Knowing the provenance of the collection, which belonged to a prominent ducal family, I thought it must necessarily include Chaumet jewellery, as many wedding gifts were made by Chaumet for these grand families from French and European aristocracy. When the heirs showed me a pair of earrings, I recognised the Chaumet hallmark, which was partially worn away: a star, a crescent moon and a C. I told them that it was probably a piece from the early 1930s and asked them when their parents had been married. They replied that they had married in 1934. I shared this discovery with Chaumet and they found the jewel in their archives, along with an archive photo from 1934. The family had brought a brooch to the jeweller to have the diamonds removed and made into a pair of earrings. It was delivered in June 1934 and the wedding took place in July 1934.
What are the highlights of the upcoming November sale?
Pieces from the Vanderbilt family, including a Belle Époque Cartier brooch, which was part of a tiara given to Gladys Vanderbilt by her mother Alice Gwynne Vanderbilt on the occasion of her marriage to Count Széchenyi, set with a 4.55-carat pear-shaped diamond. Gladys Vanderbilt was one of the last “million-dollar princesses” who restored the prestige of European aristocracy through marriage, bringing with her a substantial dowry. Unfortunately, the tiara was divided among different members of the family. The amethysts in the tiara might have been replaced with diamonds. Another member of the family showed me a very large brooch from Tiffany featuring a 42.68-carat sugarloaf sapphire centre stone. It turned out to be a Kashmir sapphire.
-
- Portrait of Gladys Vanderbilt, Countess Széchenyi, by Philip de László, 1921
- ©Courtesy of Phillips
Would you say it’s the star lot of the sale?

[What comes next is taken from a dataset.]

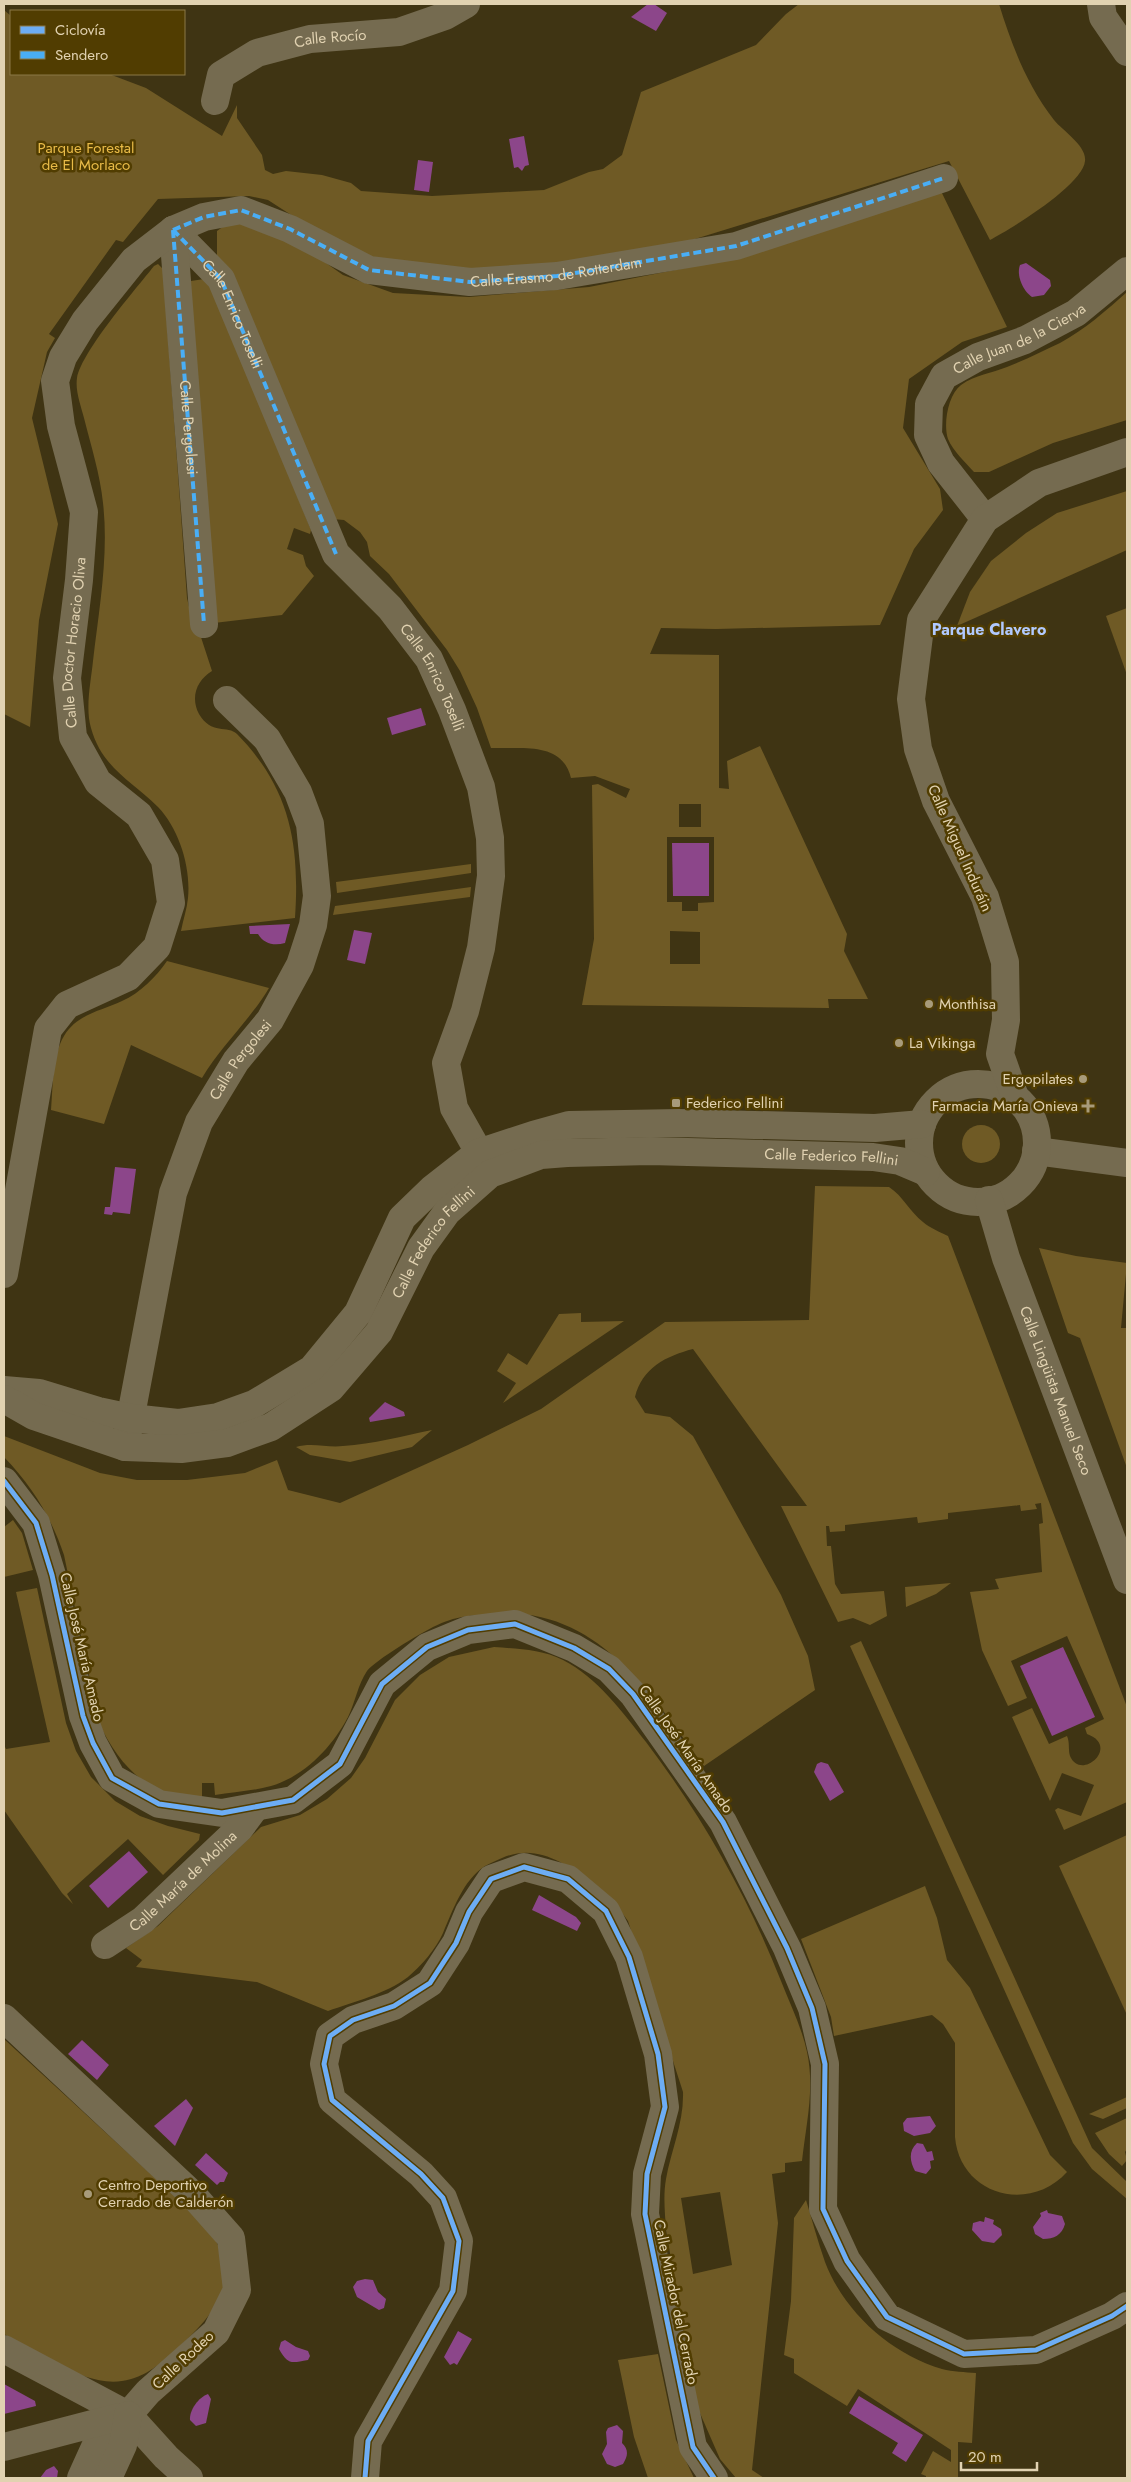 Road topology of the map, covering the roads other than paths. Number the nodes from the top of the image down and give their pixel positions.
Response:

It will certainly be among the star pieces. We also have a very beautiful feather necklace created by Schlumberger in the 1960s for Fiona Thyssen-Bornemisza. She was pictured wearing it in the March 1962 issue of Vogue.
How do you select these pieces?
Some families contact us directly, while others find us through recommendations or during our appraisal days. Previous sales results and press coverage also play an essential role.
Your job sometimes resembles that of a detective...
We do indeed have to identify partial hallmarks, the origins of stones and family provenance. Laboratories confirm our intuitions, as was the case for the Kashmir sapphire in the Tiffany brooch.
Gladys Vanderbilt’s brooch is important for several reasons: it tells the story of an era, the Gilded Age; it illustrates the difficulty of finding historical jewels that have not been dismantled, and it highlights the importance of signature and provenance. Can it be considered emblematic of a period when history was at a tipping point?
This brooch is pure Belle Époque, combining the influence of Cartier’s Garland style with a resolutely floral motif. It represents a combination of elements: the Vanderbilt provenance and the typical early twentieth century Cartier signature. The brooch is in its original condition. It was originally part of a tiara and could be detached to be worn as a brooch. I would have loved to be able to reconstruct the original tiara, but some elements have already been dispersed.
What does a buyer acquire with such a piece?
A part of jewellery history, as well as a fragment of European and American history: the combination of everything today’s collectors are looking for.